Start of Available data
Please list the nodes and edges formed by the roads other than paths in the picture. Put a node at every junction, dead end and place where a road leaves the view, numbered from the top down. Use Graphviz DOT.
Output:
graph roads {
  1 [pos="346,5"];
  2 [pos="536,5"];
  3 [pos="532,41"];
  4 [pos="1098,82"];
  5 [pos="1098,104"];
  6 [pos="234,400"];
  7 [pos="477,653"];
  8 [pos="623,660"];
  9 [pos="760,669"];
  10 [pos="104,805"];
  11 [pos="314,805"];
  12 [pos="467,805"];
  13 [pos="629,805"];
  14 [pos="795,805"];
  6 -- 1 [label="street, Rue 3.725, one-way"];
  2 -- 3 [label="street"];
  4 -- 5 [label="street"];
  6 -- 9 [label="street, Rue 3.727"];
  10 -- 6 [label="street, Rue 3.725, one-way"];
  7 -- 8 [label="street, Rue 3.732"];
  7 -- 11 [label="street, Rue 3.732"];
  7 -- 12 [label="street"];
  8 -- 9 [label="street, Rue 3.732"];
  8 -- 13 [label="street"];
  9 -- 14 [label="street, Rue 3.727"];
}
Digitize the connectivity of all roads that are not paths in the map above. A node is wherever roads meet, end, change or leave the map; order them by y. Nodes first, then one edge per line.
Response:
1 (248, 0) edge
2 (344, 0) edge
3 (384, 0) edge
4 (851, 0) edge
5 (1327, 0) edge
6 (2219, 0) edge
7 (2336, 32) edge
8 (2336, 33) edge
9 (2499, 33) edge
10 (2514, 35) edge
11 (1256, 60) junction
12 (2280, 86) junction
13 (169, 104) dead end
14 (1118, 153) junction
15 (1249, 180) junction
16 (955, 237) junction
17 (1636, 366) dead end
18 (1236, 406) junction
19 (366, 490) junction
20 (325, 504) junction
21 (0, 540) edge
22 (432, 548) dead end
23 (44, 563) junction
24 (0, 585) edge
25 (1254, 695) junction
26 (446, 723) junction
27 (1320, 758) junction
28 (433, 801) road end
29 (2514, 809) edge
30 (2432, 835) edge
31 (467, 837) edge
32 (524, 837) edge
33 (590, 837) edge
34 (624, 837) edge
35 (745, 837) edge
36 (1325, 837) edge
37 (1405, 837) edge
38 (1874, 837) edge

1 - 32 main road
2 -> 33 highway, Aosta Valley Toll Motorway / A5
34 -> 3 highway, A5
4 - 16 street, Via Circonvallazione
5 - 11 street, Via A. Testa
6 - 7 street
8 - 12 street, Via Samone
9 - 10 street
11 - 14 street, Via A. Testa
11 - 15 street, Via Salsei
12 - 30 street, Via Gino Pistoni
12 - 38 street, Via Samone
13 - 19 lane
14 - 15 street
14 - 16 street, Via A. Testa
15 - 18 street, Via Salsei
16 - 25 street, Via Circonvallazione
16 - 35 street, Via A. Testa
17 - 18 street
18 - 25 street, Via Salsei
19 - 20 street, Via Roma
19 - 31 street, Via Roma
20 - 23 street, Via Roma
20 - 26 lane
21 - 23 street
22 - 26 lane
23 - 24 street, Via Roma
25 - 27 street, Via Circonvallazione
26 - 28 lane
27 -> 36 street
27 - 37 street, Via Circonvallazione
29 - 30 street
End of Available data
▸ Action item:
An accurate, complete transcription of the records above is needed.

▸ Your solution:
Please list the nodes and edges formed by the roads other than paths in the picture. Put a node at every junction, dead end and place where a road leaves the view, numbered from the top down. Use Graphviz DOT.
Output:
graph roads {
  1 [pos="346,5"];
  2 [pos="536,5"];
  3 [pos="532,41"];
  4 [pos="1098,82"];
  5 [pos="1098,104"];
  6 [pos="234,400"];
  7 [pos="477,653"];
  8 [pos="623,660"];
  9 [pos="760,669"];
  10 [pos="104,805"];
  11 [pos="314,805"];
  12 [pos="467,805"];
  13 [pos="629,805"];
  14 [pos="795,805"];
  6 -- 1 [label="street, Rue 3.725, one-way"];
  2 -- 3 [label="street"];
  4 -- 5 [label="street"];
  6 -- 9 [label="street, Rue 3.727"];
  10 -- 6 [label="street, Rue 3.725, one-way"];
  7 -- 8 [label="street, Rue 3.732"];
  7 -- 11 [label="street, Rue 3.732"];
  7 -- 12 [label="street"];
  8 -- 9 [label="street, Rue 3.732"];
  8 -- 13 [label="street"];
  9 -- 14 [label="street, Rue 3.727"];
}
Digitize the connectivity of all roads that are not paths in the map above. A node is wherever roads meet, end, change or leave the map; order them by y. Nodes first, then one edge per line.
Response:
1 (248, 0) edge
2 (344, 0) edge
3 (384, 0) edge
4 (851, 0) edge
5 (1327, 0) edge
6 (2219, 0) edge
7 (2336, 32) edge
8 (2336, 33) edge
9 (2499, 33) edge
10 (2514, 35) edge
11 (1256, 60) junction
12 (2280, 86) junction
13 (169, 104) dead end
14 (1118, 153) junction
15 (1249, 180) junction
16 (955, 237) junction
17 (1636, 366) dead end
18 (1236, 406) junction
19 (366, 490) junction
20 (325, 504) junction
21 (0, 540) edge
22 (432, 548) dead end
23 (44, 563) junction
24 (0, 585) edge
25 (1254, 695) junction
26 (446, 723) junction
27 (1320, 758) junction
28 (433, 801) road end
29 (2514, 809) edge
30 (2432, 835) edge
31 (467, 837) edge
32 (524, 837) edge
33 (590, 837) edge
34 (624, 837) edge
35 (745, 837) edge
36 (1325, 837) edge
37 (1405, 837) edge
38 (1874, 837) edge

1 - 32 main road
2 -> 33 highway, Aosta Valley Toll Motorway / A5
34 -> 3 highway, A5
4 - 16 street, Via Circonvallazione
5 - 11 street, Via A. Testa
6 - 7 street
8 - 12 street, Via Samone
9 - 10 street
11 - 14 street, Via A. Testa
11 - 15 street, Via Salsei
12 - 30 street, Via Gino Pistoni
12 - 38 street, Via Samone
13 - 19 lane
14 - 15 street
14 - 16 street, Via A. Testa
15 - 18 street, Via Salsei
16 - 25 street, Via Circonvallazione
16 - 35 street, Via A. Testa
17 - 18 street
18 - 25 street, Via Salsei
19 - 20 street, Via Roma
19 - 31 street, Via Roma
20 - 23 street, Via Roma
20 - 26 lane
21 - 23 street
22 - 26 lane
23 - 24 street, Via Roma
25 - 27 street, Via Circonvallazione
26 - 28 lane
27 -> 36 street
27 - 37 street, Via Circonvallazione
29 - 30 street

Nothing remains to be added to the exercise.